With a tweet, Elon Musk declared “the bird is freed” and the long saga of whether or not he was buying Twitter came to an end.
Much of his first week as “Chief Twit” has been cleaning house. The CEO and CFO were fired. Tesla engineers were brought in to review the code. He even dramatically changed how blue checkmark identity verification works, opening it up to everyone for $8 a month.
But what we’re interested in is some of the crypto subtext.
One of the big funders of the deal was Binance which contributed $500M to help finance Musk‘s endeavor. The support was partly motivated by a belief in free speech and partly by the return they expect from Musk. We’re not going to go into the details of how Elon’s struggling to fund the deal but we’re only going to say this (another surreal element in the whole acquisition process) – he’s now reduced to selling it himself via text to folks like Larry Ellison.
Anyway, many have also speculated that a big driver for Musk is his continued interest in payments technology.
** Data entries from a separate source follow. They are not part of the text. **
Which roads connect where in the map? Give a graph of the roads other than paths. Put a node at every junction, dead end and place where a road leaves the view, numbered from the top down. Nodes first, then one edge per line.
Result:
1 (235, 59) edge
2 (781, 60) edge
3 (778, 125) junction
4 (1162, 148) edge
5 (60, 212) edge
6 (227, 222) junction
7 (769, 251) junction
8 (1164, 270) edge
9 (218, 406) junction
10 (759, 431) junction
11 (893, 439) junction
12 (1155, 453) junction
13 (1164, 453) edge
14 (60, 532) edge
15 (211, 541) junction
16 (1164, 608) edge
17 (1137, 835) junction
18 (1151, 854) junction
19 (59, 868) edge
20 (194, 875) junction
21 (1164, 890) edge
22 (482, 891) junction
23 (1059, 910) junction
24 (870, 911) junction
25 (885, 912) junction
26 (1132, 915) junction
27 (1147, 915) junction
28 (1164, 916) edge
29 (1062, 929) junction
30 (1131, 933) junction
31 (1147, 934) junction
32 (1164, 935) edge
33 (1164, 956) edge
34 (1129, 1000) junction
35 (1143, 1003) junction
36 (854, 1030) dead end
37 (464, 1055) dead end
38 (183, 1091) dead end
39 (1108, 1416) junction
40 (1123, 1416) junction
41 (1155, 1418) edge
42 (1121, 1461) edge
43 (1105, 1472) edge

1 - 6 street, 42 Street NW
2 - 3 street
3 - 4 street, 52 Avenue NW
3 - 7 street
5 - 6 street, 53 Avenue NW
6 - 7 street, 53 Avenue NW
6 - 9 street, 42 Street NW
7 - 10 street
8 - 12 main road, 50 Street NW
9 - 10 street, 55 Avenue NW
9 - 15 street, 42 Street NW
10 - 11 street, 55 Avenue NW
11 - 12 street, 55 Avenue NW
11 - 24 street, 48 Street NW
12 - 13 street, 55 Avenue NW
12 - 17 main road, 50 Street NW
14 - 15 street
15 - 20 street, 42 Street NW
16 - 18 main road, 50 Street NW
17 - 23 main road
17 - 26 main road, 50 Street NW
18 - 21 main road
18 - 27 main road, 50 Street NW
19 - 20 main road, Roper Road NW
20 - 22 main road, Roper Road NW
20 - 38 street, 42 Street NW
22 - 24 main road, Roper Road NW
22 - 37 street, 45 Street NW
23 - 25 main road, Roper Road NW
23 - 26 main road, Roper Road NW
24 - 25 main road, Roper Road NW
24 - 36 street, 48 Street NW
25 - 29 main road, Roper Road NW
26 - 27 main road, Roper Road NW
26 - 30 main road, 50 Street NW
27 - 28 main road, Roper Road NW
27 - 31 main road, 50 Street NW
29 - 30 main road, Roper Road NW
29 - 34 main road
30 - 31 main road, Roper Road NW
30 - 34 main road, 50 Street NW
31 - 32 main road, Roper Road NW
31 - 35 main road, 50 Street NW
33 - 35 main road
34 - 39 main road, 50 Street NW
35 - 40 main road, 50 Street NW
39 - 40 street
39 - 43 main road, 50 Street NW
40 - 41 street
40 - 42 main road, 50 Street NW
Leaked documents reported by the New York Times show that Elon believes that by 2028, Twitter will see $1.2B in annual payments revenue.
And if nothing else, Elon’s favorite coin Doge has benefitted massively from the deal going through. The doggy coin was up by as much as 100% after Elon took over. Bizarre.
One of the parts of the crypto industry that is being hardest hit by the bear market is the Bitcoin mining space. Hashrate and difficulty are near all-time highs. While in a bull market that would be good news, in the context of this bear market it means mining is less profitable than usual. This week, several big crypto miners have revealed their struggles. Core Scientific revealed in recent filings that it is considering bankruptcy. Argo Blockchain also revealed that $27M in expected capital had fallen through and might need to curtail operations if it can’t find new investors. Could this be the beginning of miner consolidation?
The Latest In…
DeFi Regulation per Vitalik
As the regulatory debate rages on, Vitalik shed light on what he sees as productive solutions for regulating DeFi. In a thread, the Ethereum co-founder suggested three ways of achieving two policy goals: 1. consumer protection and 2. making it harder for baddies to move large amounts of money around.
His three-way proposal includes:
limits on leverage
transparency about what audits were done on contract code
restricting access based on knowledge tests instead of net-worth minimum rules
To meet requirements like these, Buterin suggested using zero-knowledge technology. Do you agree?
The Latest In…
Happy Birthday, Bitcoin Whitepaper
On October 31, 2008, Satoshi shared the Bitcoin Whitepaper for the first time, setting the symbolic birthdate for our entire industry. 14 years later, here we all are! Thanks, Satoshi, who and wherever you might be.
According to developer employment resource Devjobsscanner, of all the various coding languages a programmer could select, right now it is Solidity devs who are making the most on average. The site found that the language that’s used to write smart contracts has an average salary offer of $151,000, with some offers reaching $1M. If you’re the type of person who thinks what developers are choosing to spend their time building is a powerful long-term indicator of an industry’s health (we are!), this is pretty bullish.
What the Community Is Discussing
People are pretty stoked about this institutional news.
Crypto = the future, says everyone.
Don’t let the door hit ya on the way out.
What to Watch for Next Week:
How will US midterm results change the political landscape for crypto?
Will the market continue to view the Fed’s new language as dovish?
Will the next difficulty adjustment bring some relief to miners?